The PSWA website has a partial list of past winners, and there is nobody on that list who is from Princeton. On the other hand, the website also says that the  awards go back to 1905, so somebody from Princeton must have won before.

Pete Carril? Dick Kazmaier? Bill Bradley?

For that matter, how about Hobey Baker if it goes all the way back that far? 

Regardless of if she was the first Princetonian, Alarie is a most deserving winner. 

She is the two-time Ivy League Player of the Year, and she'll certainly be in the very serious discussions this year.
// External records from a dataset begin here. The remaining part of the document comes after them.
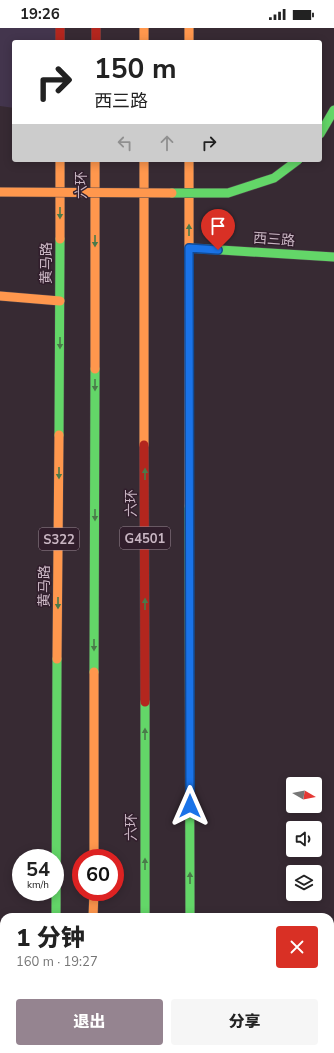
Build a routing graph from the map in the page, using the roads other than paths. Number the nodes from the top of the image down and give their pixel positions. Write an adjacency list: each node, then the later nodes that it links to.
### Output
1 (60, 28): 5 (main road)
2 (96, 28): 6 (main road)
3 (144, 28): 7 (main road)
4 (188, 28): 8 (main road)
5 (60, 40)
6 (96, 40)
7 (144, 40)
8 (189, 40)
9 (334, 110): 10 (main road)
10 (322, 131)
11 (60, 162): 20 (main road, 黄马路 / S322, one-way to 20)
12 (95, 162): 21 (main road, 六环, one-way to 21)
13 (144, 162): 25 (main road, 六环 / G4501, one-way to 13)
14 (189, 162): 17 (main road, one-way to 14)
15 (295, 162): 16 (main road, bridge)
16 (0, 192)
17 (189, 248): 18 (main road, 西三路); 26 (main road, one-way to 17)
18 (334, 257)
19 (0, 296): 20 (main road)
20 (60, 301): 23 (main road, 黄马路 / S322, one-way to 23)
21 (94, 849)
22 (94, 901): 24 (main road)
23 (56, 913)
24 (94, 913)
25 (145, 913)
26 (190, 913)

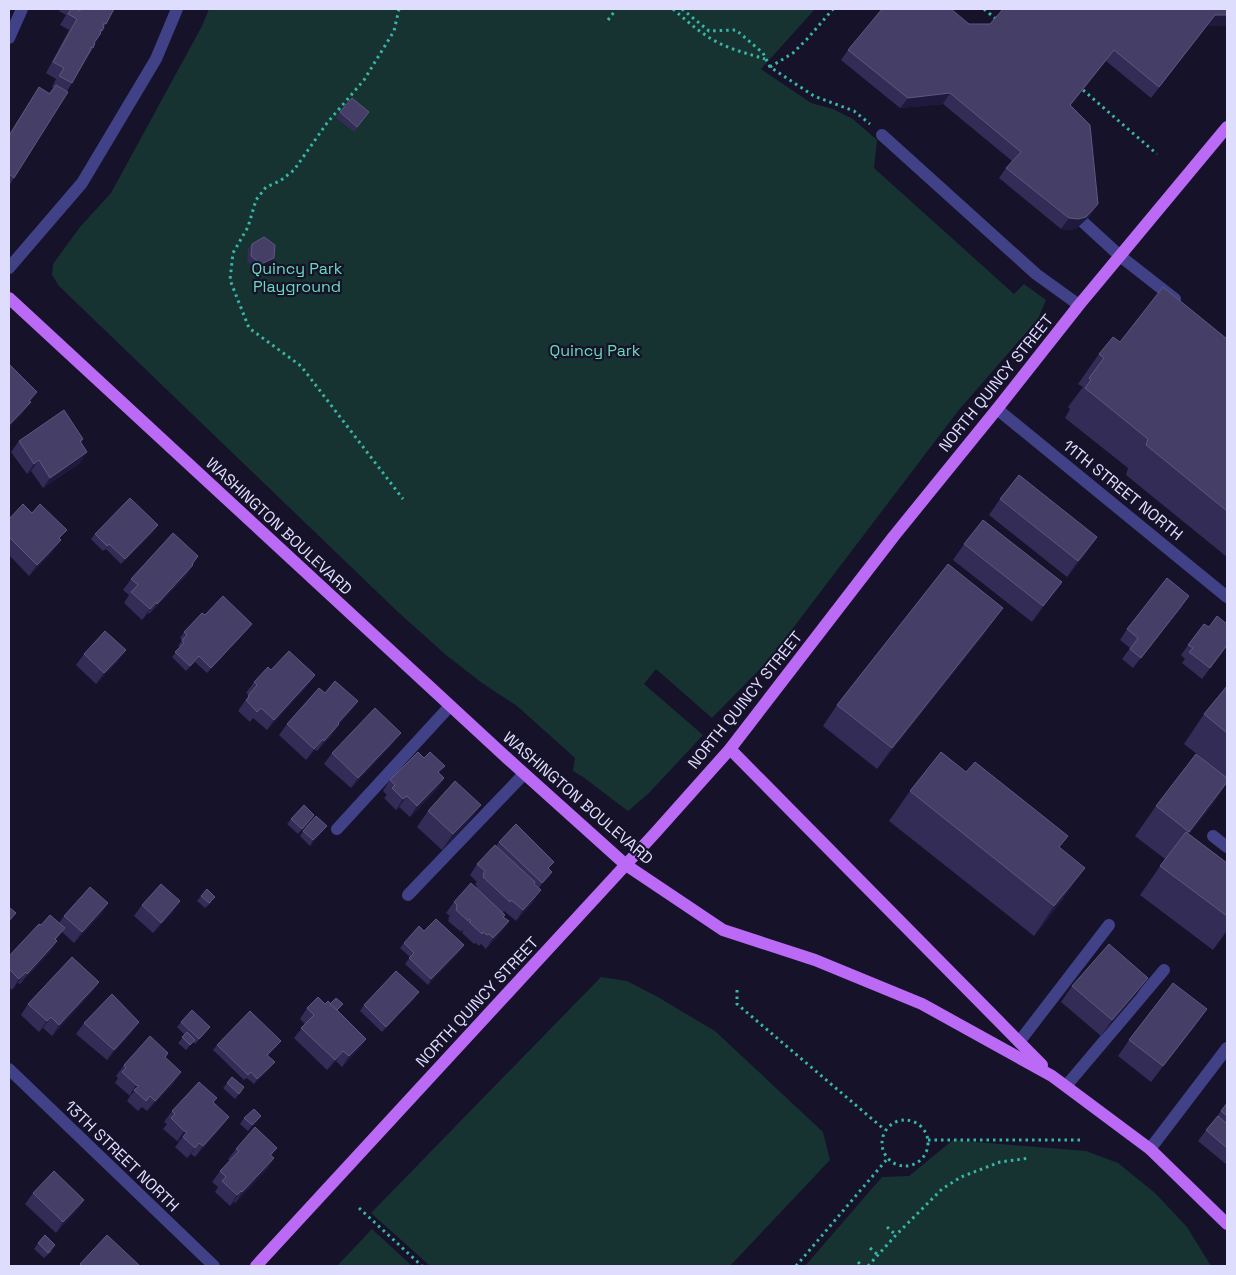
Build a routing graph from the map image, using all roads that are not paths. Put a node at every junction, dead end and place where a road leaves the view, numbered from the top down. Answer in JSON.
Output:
{"nodes":[{"id":1,"x":22,"y":9,"type":"edge"},
{"id":2,"x":177,"y":9,"type":"edge"},
{"id":3,"x":9,"y":38,"type":"edge"},
{"id":4,"x":1227,"y":127,"type":"edge"},
{"id":5,"x":882,"y":135,"type":"road end"},
{"id":6,"x":1083,"y":222,"type":"edge"},
{"id":7,"x":1120,"y":256,"type":"junction"},
{"id":8,"x":9,"y":268,"type":"edge"},
{"id":9,"x":9,"y":298,"type":"edge"},
{"id":10,"x":1079,"y":305,"type":"junction"},
{"id":11,"x":1185,"y":307,"type":"edge"},
{"id":12,"x":997,"y":409,"type":"junction"},
{"id":13,"x":1227,"y":597,"type":"edge"},
{"id":14,"x":450,"y":706,"type":"junction"},
{"id":15,"x":730,"y":749,"type":"junction"},
{"id":16,"x":524,"y":774,"type":"junction"},
{"id":17,"x":337,"y":829,"type":"dead end"},
{"id":18,"x":1213,"y":836,"type":"edge"},
{"id":19,"x":1227,"y":847,"type":"edge"},
{"id":20,"x":626,"y":865,"type":"junction"},
{"id":21,"x":408,"y":894,"type":"dead end"},
{"id":22,"x":1109,"y":925,"type":"dead end"},
{"id":23,"x":1164,"y":970,"type":"dead end"},
{"id":24,"x":1019,"y":1042,"type":"junction"},
{"id":25,"x":1227,"y":1048,"type":"edge"},
{"id":26,"x":9,"y":1069,"type":"edge"},
{"id":27,"x":1052,"y":1076,"type":"junction"},
{"id":28,"x":1066,"y":1086,"type":"junction"},
{"id":29,"x":1150,"y":1149,"type":"junction"},
{"id":30,"x":1227,"y":1224,"type":"edge"},
{"id":31,"x":214,"y":1266,"type":"edge"},
{"id":32,"x":256,"y":1266,"type":"edge"}],
"edges":[{"from":1,"to":3,"type":"street"},
{"from":2,"to":8,"type":"street"},
{"from":4,"to":7,"type":"main road","name":"NORTH QUINCY STREET"},
{"from":5,"to":10,"type":"street"},
{"from":6,"to":7,"type":"street"},
{"from":7,"to":10,"type":"main road","name":"NORTH QUINCY STREET"},
{"from":7,"to":11,"type":"street"},
{"from":9,"to":14,"type":"main road","name":"WASHINGTON BOULEVARD"},
{"from":10,"to":12,"type":"main road","name":"NORTH QUINCY STREET"},
{"from":12,"to":13,"type":"street","name":"11TH STREET NORTH"},
{"from":12,"to":15,"type":"main road","name":"NORTH QUINCY STREET"},
{"from":14,"to":16,"type":"main road","name":"WASHINGTON BOULEVARD"},
{"from":14,"to":17,"type":"street"},
{"from":15,"to":20,"type":"main road","name":"NORTH QUINCY STREET"},
{"from":15,"to":24,"type":"main road"},
{"from":16,"to":20,"type":"main road","name":"WASHINGTON BOULEVARD"},
{"from":16,"to":21,"type":"street"},
{"from":18,"to":19,"type":"street"},
{"from":20,"to":27,"type":"main road","name":"WASHINGTON BOULEVARD"},
{"from":20,"to":32,"type":"main road","name":"NORTH QUINCY STREET"},
{"from":22,"to":24,"type":"street"},
{"from":23,"to":28,"type":"street"},
{"from":24,"to":27,"type":"main road"},
{"from":25,"to":29,"type":"street"},
{"from":26,"to":31,"type":"street","name":"13TH STREET NORTH"},
{"from":27,"to":28,"type":"main road","name":"WASHINGTON BOULEVARD"},
{"from":28,"to":29,"type":"main road","name":"WASHINGTON BOULEVARD"},
{"from":29,"to":30,"type":"main road","name":"WASHINGTON BOULEVARD"}]}
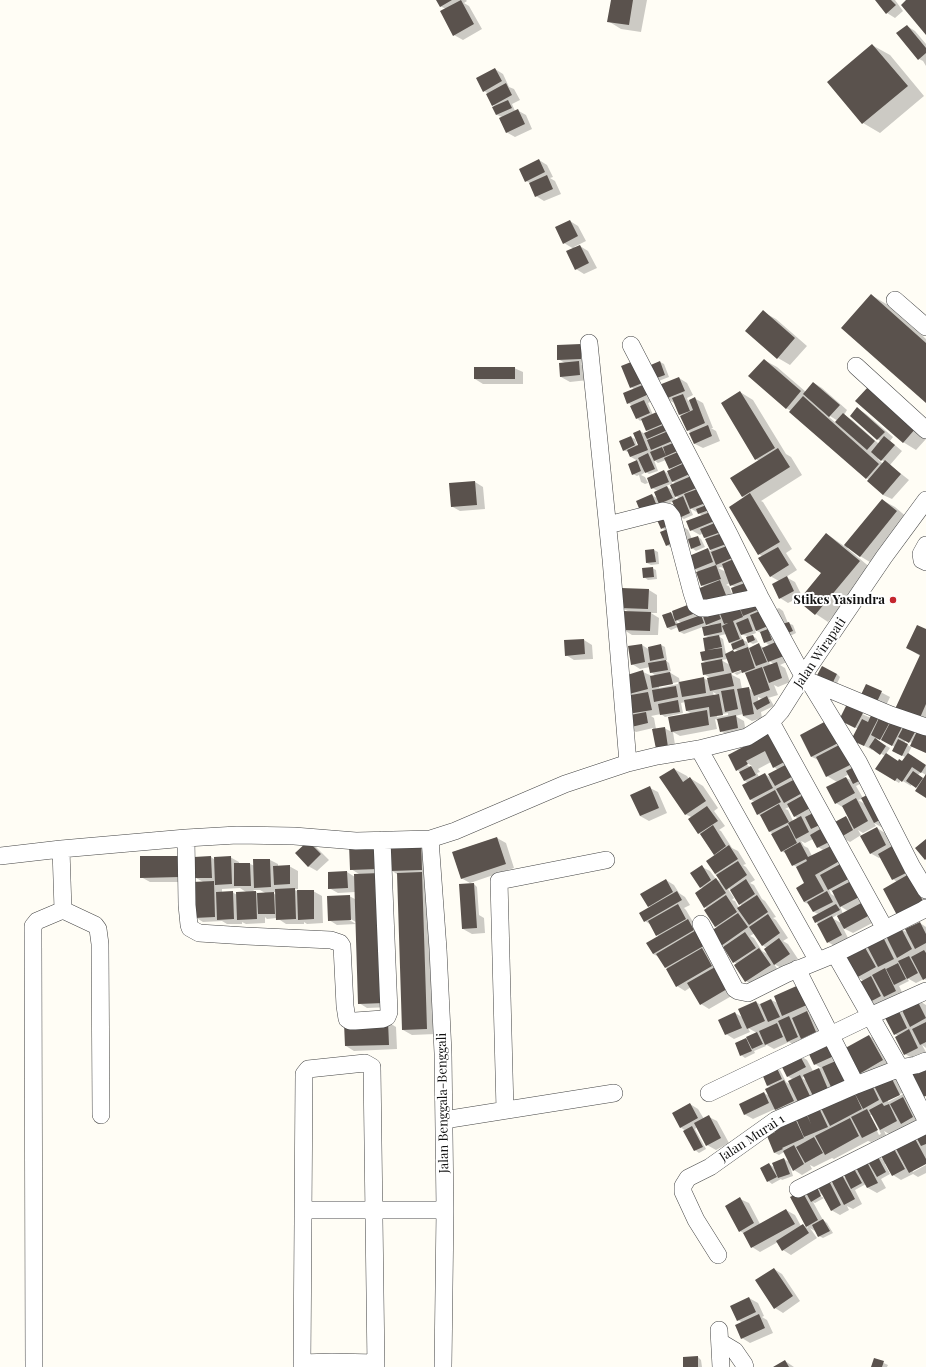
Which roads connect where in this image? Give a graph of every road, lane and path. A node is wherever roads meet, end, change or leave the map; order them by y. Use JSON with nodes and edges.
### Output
{"nodes":[{"id":1,"x":895,"y":300,"type":"dead end"},
{"id":2,"x":926,"y":327,"type":"edge"},
{"id":3,"x":588,"y":343,"type":"dead end"},
{"id":4,"x":631,"y":345,"type":"dead end"},
{"id":5,"x":856,"y":366,"type":"dead end"},
{"id":6,"x":926,"y":430,"type":"edge"},
{"id":7,"x":926,"y":500,"type":"edge"},
{"id":8,"x":608,"y":525,"type":"junction"},
{"id":9,"x":926,"y":545,"type":"edge"},
{"id":10,"x":926,"y":562,"type":"edge"},
{"id":11,"x":760,"y":597,"type":"junction"},
{"id":12,"x":806,"y":678,"type":"junction"},
{"id":13,"x":771,"y":722,"type":"junction"},
{"id":14,"x":926,"y":727,"type":"edge"},
{"id":15,"x":699,"y":749,"type":"junction"},
{"id":16,"x":628,"y":763,"type":"junction"},
{"id":17,"x":186,"y":838,"type":"junction"},
{"id":18,"x":430,"y":839,"type":"junction"},
{"id":19,"x":382,"y":840,"type":"junction"},
{"id":20,"x":61,"y":849,"type":"junction"},
{"id":21,"x":0,"y":856,"type":"edge"},
{"id":22,"x":606,"y":860,"type":"dead end"},
{"id":23,"x":926,"y":890,"type":"edge"},
{"id":24,"x":63,"y":910,"type":"junction"},
{"id":25,"x":925,"y":911,"type":"edge"},
{"id":26,"x":701,"y":924,"type":"dead end"},
{"id":27,"x":885,"y":929,"type":"junction"},
{"id":28,"x":835,"y":954,"type":"junction"},
{"id":29,"x":818,"y":961,"type":"junction"},
{"id":30,"x":797,"y":969,"type":"junction"},
{"id":31,"x":926,"y":991,"type":"edge"},
{"id":32,"x":870,"y":1016,"type":"junction"},
{"id":33,"x":831,"y":1036,"type":"junction"},
{"id":34,"x":926,"y":1061,"type":"edge"},
{"id":35,"x":900,"y":1068,"type":"junction"},
{"id":36,"x":856,"y":1085,"type":"junction"},
{"id":37,"x":614,"y":1093,"type":"dead end"},
{"id":38,"x":710,"y":1093,"type":"dead end"},
{"id":39,"x":505,"y":1110,"type":"junction"},
{"id":40,"x":101,"y":1115,"type":"dead end"},
{"id":41,"x":444,"y":1120,"type":"junction"},
{"id":42,"x":926,"y":1120,"type":"edge"},
{"id":43,"x":926,"y":1125,"type":"edge"},
{"id":44,"x":798,"y":1189,"type":"dead end"},
{"id":45,"x":304,"y":1210,"type":"junction"},
{"id":46,"x":374,"y":1210,"type":"junction"},
{"id":47,"x":445,"y":1210,"type":"junction"},
{"id":48,"x":718,"y":1255,"type":"dead end"},
{"id":49,"x":302,"y":1365,"type":"edge"},
{"id":50,"x":376,"y":1365,"type":"edge"},
{"id":51,"x":34,"y":1367,"type":"edge"},
{"id":52,"x":443,"y":1367,"type":"edge"},
{"id":53,"x":721,"y":1367,"type":"edge"},
{"id":54,"x":745,"y":1367,"type":"edge"}],
"edges":[{"from":1,"to":2,"type":"street"},
{"from":3,"to":8,"type":"street"},
{"from":4,"to":11,"type":"street"},
{"from":5,"to":6,"type":"street"},
{"from":7,"to":12,"type":"street","name":"Jalan Wirapati"},
{"from":8,"to":11,"type":"street"},
{"from":8,"to":16,"type":"street"},
{"from":9,"to":10,"type":"street"},
{"from":11,"to":12,"type":"street"},
{"from":12,"to":13,"type":"street","name":"Jalan Wirapati"},
{"from":12,"to":14,"type":"street"},
{"from":12,"to":23,"type":"street"},
{"from":13,"to":15,"type":"street","name":"Jalan Wirapati"},
{"from":13,"to":27,"type":"street"},
{"from":15,"to":16,"type":"street","name":"Jalan Wirapati"},
{"from":15,"to":29,"type":"street"},
{"from":16,"to":18,"type":"street","name":"Jalan Wirapati"},
{"from":17,"to":19,"type":"street","name":"Jalan Wirapati"},
{"from":17,"to":19,"type":"street"},
{"from":17,"to":20,"type":"street","name":"Jalan Wirapati"},
{"from":18,"to":19,"type":"street","name":"Jalan Wirapati"},
{"from":18,"to":41,"type":"street","name":"Jalan Benggala-Benggali"},
{"from":20,"to":21,"type":"street","name":"Jalan Wirapati"},
{"from":20,"to":24,"type":"street"},
{"from":22,"to":39,"type":"street"},
{"from":24,"to":40,"type":"street"},
{"from":24,"to":51,"type":"street"},
{"from":25,"to":27,"type":"street"},
{"from":26,"to":30,"type":"street"},
{"from":27,"to":28,"type":"street"},
{"from":28,"to":29,"type":"street"},
{"from":28,"to":32,"type":"street"},
{"from":29,"to":30,"type":"street"},
{"from":30,"to":33,"type":"street"},
{"from":31,"to":32,"type":"street"},
{"from":32,"to":33,"type":"street"},
{"from":32,"to":35,"type":"street"},
{"from":33,"to":36,"type":"street"},
{"from":33,"to":38,"type":"street"},
{"from":34,"to":35,"type":"street","name":"Jalan Murai 1"},
{"from":35,"to":36,"type":"street","name":"Jalan Murai 1"},
{"from":35,"to":42,"type":"street"},
{"from":36,"to":48,"type":"street","name":"Jalan Murai 1"},
{"from":37,"to":39,"type":"street"},
{"from":39,"to":41,"type":"street"},
{"from":41,"to":47,"type":"street","name":"Jalan Benggala-Benggali"},
{"from":43,"to":44,"type":"street"},
{"from":45,"to":46,"type":"street"},
{"from":45,"to":46,"type":"street"},
{"from":45,"to":49,"type":"street"},
{"from":46,"to":47,"type":"street"},
{"from":46,"to":50,"type":"street"},
{"from":47,"to":52,"type":"street","name":"Jalan Benggala-Benggali"},
{"from":49,"to":50,"type":"street"},
{"from":53,"to":54,"type":"street"}]}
She is closing in on Princeton's career record for points, and she already has the record for blocked shots. 

In addition, she is fourth in career rebounds at Princeton with 854, which leaves her six away from tying Niveen Rasheed for third. TB would not have guessed Rasheed was third in rebounds, since you don't think of her as a rebounder.

With 13 Ivy League games to go, Alarie would need to average 11.2 rebounds per game to get to 1,000. Ellen DeVoe is second, with 942, and Margaret Meier is the only woman ever to reach 1,000 rebounds at Princeton, with 1,099. 

Another Princeton record that Alarie has is most times being named Ivy Player of the Week. She won the award the last time Princeton played, after her 25-point, 11-rebound performance against Penn before exam break.

That was the 18th time in her career that she was named the league's Player of the Week. Only Harvard's Allison Feaster, with 21, has more.

What's most amazing about that is that the people who pick such things like to spread them around if they can. It takes a lot to say "okay, let's give it to the same person again."

And yet she's earned it, time and again.

Princeton is 1-0 in the league and 13-1 overall. Alarie has missed four games this year due to injury, but she seemed to be in top form against the Quakers.

There are still nine more days until Princeton plays again. The Tigers will jump into the thick of the Ivy League race next weekend, with their trip to Dartmouth and Harvard. 

Princeton will have played only the Penn game in a 33-day stretch and only two games in a 41-day stretch when that trip happens.

After that, it'll be 13 games in 37 days, to the end of the regular season.

Multiply similar numbers around other sports, and things are about to get really busy around here. That won't leave much time for trying to explain to Warren that sports began long before he started watching.